Ischemic preconditioning in the rat hippocampus increases antioxidant activities but does not affect the level of hydroxyl radicals during subsequent severe ischemia.

Several studies have demonstrated that ischemic preconditioning increases superoxide dismutase activity, but it is unclear how ischemic preconditioning affects events downstream of hydrogen peroxide production during subsequent severe ischemia and reperfusion in the hippocampus. To answer this question, we investigated whether ischemic preconditioning in the hippocampal CA1 region increases the activities of antioxidant enzymes glutathione peroxidase and catalase, resulting in a decrease in the level of hydroxyl radicals during subsequent severe ischemia-reperfusion.
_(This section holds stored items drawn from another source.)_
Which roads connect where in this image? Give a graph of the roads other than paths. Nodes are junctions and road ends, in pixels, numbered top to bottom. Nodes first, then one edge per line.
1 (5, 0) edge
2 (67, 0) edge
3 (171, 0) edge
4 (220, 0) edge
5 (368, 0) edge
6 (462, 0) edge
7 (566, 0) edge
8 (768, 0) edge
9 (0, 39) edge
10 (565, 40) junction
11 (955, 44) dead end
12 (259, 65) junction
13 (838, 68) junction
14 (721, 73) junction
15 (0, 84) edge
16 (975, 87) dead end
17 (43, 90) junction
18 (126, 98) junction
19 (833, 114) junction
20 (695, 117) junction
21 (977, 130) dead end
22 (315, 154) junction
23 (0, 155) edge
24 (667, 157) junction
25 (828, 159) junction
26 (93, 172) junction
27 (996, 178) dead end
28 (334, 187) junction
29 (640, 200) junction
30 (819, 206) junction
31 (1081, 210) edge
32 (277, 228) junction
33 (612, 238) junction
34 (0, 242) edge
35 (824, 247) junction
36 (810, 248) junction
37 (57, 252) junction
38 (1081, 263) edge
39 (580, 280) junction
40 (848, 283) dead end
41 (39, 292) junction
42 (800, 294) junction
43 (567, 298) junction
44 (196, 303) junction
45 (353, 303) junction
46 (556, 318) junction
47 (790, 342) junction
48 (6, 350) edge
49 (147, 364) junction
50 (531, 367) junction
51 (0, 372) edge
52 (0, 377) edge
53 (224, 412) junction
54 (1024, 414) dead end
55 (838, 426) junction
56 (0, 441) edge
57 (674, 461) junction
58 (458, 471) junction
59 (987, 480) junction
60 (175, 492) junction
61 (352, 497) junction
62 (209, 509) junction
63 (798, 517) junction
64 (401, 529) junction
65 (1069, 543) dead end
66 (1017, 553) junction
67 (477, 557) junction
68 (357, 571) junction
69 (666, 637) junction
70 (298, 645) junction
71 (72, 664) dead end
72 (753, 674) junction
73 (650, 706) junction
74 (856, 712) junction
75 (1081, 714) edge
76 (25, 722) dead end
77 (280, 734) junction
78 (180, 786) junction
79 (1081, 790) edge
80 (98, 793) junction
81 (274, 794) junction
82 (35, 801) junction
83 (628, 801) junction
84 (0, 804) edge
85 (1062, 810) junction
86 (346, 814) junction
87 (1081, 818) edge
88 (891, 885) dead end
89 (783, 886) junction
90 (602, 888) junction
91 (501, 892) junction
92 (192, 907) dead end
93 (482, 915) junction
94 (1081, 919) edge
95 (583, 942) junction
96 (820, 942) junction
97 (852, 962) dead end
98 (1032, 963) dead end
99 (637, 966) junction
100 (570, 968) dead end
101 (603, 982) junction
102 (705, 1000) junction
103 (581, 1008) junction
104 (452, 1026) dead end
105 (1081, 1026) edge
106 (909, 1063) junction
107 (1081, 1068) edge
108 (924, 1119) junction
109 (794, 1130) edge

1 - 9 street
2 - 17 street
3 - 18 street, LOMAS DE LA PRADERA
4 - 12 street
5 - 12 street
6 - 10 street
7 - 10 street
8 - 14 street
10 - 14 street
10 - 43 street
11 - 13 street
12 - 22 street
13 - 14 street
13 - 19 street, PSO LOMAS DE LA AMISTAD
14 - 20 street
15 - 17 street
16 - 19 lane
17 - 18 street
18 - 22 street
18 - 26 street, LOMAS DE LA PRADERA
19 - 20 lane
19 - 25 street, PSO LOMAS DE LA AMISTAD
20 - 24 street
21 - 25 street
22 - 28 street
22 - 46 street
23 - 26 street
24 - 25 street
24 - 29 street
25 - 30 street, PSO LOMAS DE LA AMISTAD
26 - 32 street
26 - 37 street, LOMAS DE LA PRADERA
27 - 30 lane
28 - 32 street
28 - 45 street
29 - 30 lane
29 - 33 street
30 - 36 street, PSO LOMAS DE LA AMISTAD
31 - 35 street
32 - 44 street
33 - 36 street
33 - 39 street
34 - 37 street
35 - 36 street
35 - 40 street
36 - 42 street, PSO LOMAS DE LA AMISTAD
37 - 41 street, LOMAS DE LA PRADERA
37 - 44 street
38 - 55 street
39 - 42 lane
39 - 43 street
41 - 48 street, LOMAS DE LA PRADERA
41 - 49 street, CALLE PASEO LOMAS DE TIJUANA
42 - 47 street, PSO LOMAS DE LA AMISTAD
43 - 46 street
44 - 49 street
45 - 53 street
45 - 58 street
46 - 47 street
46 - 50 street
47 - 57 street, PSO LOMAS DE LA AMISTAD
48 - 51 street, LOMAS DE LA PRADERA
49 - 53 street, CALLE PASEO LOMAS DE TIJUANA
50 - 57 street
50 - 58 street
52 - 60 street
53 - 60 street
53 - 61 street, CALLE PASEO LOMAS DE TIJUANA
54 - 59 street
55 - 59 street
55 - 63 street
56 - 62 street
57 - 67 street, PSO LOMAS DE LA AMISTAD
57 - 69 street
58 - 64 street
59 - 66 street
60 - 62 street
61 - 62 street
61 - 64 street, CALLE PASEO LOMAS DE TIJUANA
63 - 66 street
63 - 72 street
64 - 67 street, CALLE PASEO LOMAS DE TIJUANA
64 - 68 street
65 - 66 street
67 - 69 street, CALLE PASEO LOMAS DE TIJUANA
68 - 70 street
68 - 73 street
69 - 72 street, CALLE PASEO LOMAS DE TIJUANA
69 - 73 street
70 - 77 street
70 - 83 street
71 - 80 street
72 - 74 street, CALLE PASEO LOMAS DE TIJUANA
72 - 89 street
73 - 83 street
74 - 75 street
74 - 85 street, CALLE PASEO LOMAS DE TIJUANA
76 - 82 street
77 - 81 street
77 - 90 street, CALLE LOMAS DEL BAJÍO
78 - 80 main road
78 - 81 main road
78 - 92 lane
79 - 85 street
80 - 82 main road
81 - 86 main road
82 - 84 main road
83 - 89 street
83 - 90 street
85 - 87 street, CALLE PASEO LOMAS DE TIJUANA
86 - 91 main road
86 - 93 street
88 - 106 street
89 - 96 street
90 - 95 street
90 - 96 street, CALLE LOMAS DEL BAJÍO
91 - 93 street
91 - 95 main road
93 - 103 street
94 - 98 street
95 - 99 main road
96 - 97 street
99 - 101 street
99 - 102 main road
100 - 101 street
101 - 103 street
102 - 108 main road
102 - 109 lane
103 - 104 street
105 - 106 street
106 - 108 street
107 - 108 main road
Transient forebrain ischemia was induced by four-vessel occlusion in rats. Ischemic preconditioning for 3 min or a sham operation was performed and a 15-min severe ischemia was induced three days later. Ischemic preconditioning preserved the CA1 hippocampal neurons following severe ischemia. The concentration of 2,3-dihydroxybenzoic acid, an indicator of hydroxyl radical, was measured using in vivo microdialysis technique combined with HPLC. The ischemia-induced increase in the ratio of 2,3-dihydroxybenzoic acid concentration relative to baseline did not differ significantly between preconditioned and control groups. On the other hand, activities of the antioxidant enzymes glutathione peroxidase-1 and catalase were significantly increased at 3 days after ischemic preconditioning in the hippocampus. Our results suggest that, in preconditioned rats, while hydrogen peroxide is generated from severe ischemia, the activity of catalase and glutathione peroxidase-1 is correspondingly increased to eliminate the excessive hydrogen peroxide. However, our results show that the enhanced activity of these antioxidant enzymes in preconditioned rats is not sufficient to decrease hydroxyl radical levels during subsequent severe ischemia-reperfusion.